/---
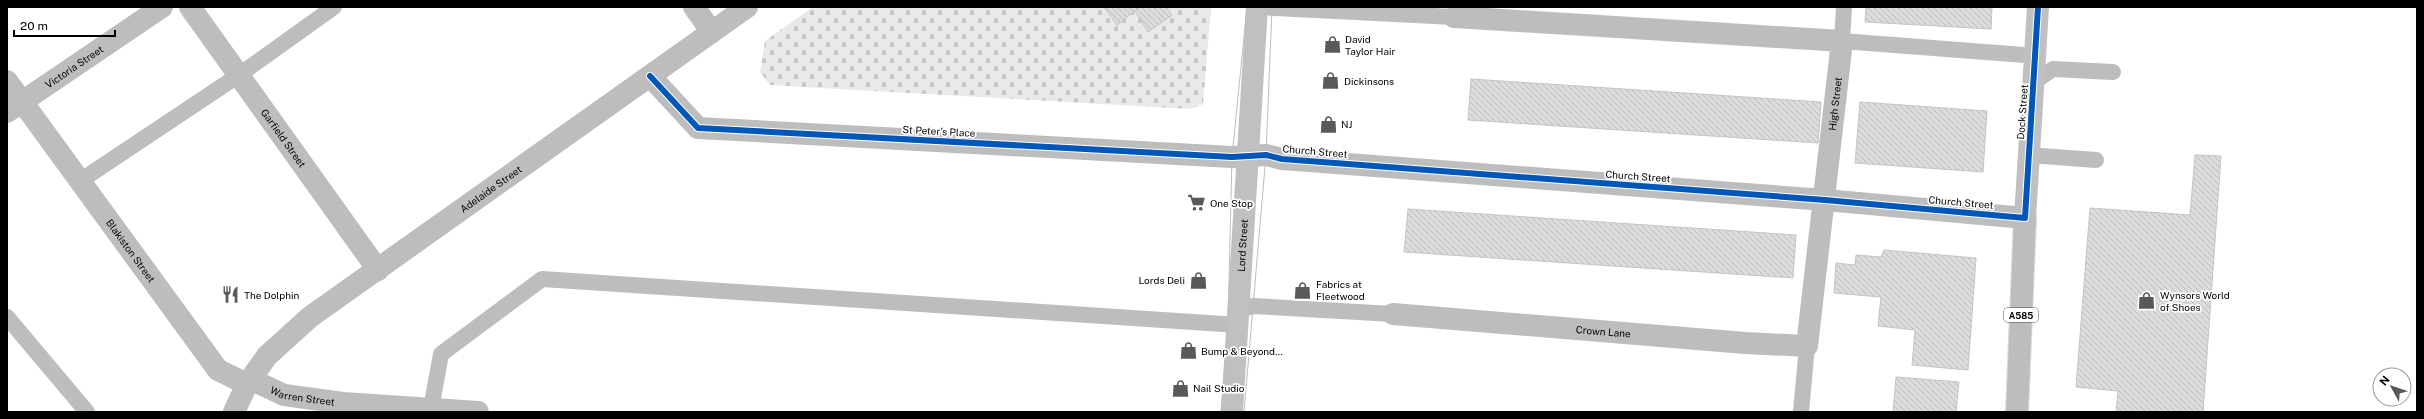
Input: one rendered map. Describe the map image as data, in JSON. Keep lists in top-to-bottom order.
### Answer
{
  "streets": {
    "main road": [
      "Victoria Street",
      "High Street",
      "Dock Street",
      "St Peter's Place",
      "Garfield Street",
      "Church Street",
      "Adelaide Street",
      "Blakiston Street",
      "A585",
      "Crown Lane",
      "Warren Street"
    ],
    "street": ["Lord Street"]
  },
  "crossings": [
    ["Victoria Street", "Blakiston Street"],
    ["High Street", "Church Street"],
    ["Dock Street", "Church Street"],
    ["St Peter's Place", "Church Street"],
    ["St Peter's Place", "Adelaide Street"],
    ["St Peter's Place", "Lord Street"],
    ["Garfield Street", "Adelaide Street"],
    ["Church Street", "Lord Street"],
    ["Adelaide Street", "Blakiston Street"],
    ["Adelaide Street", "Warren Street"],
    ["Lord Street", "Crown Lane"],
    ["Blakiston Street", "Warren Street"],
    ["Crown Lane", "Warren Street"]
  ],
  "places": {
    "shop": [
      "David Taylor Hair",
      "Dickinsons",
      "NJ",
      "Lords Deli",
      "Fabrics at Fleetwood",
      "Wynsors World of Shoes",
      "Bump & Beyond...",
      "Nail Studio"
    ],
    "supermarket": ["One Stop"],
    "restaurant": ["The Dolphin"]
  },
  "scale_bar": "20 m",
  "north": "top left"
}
\---
**TASK STATEMENT**
Work out, please, how many lines above contain "Peter"; answer only with the number.

**ANSWER**
4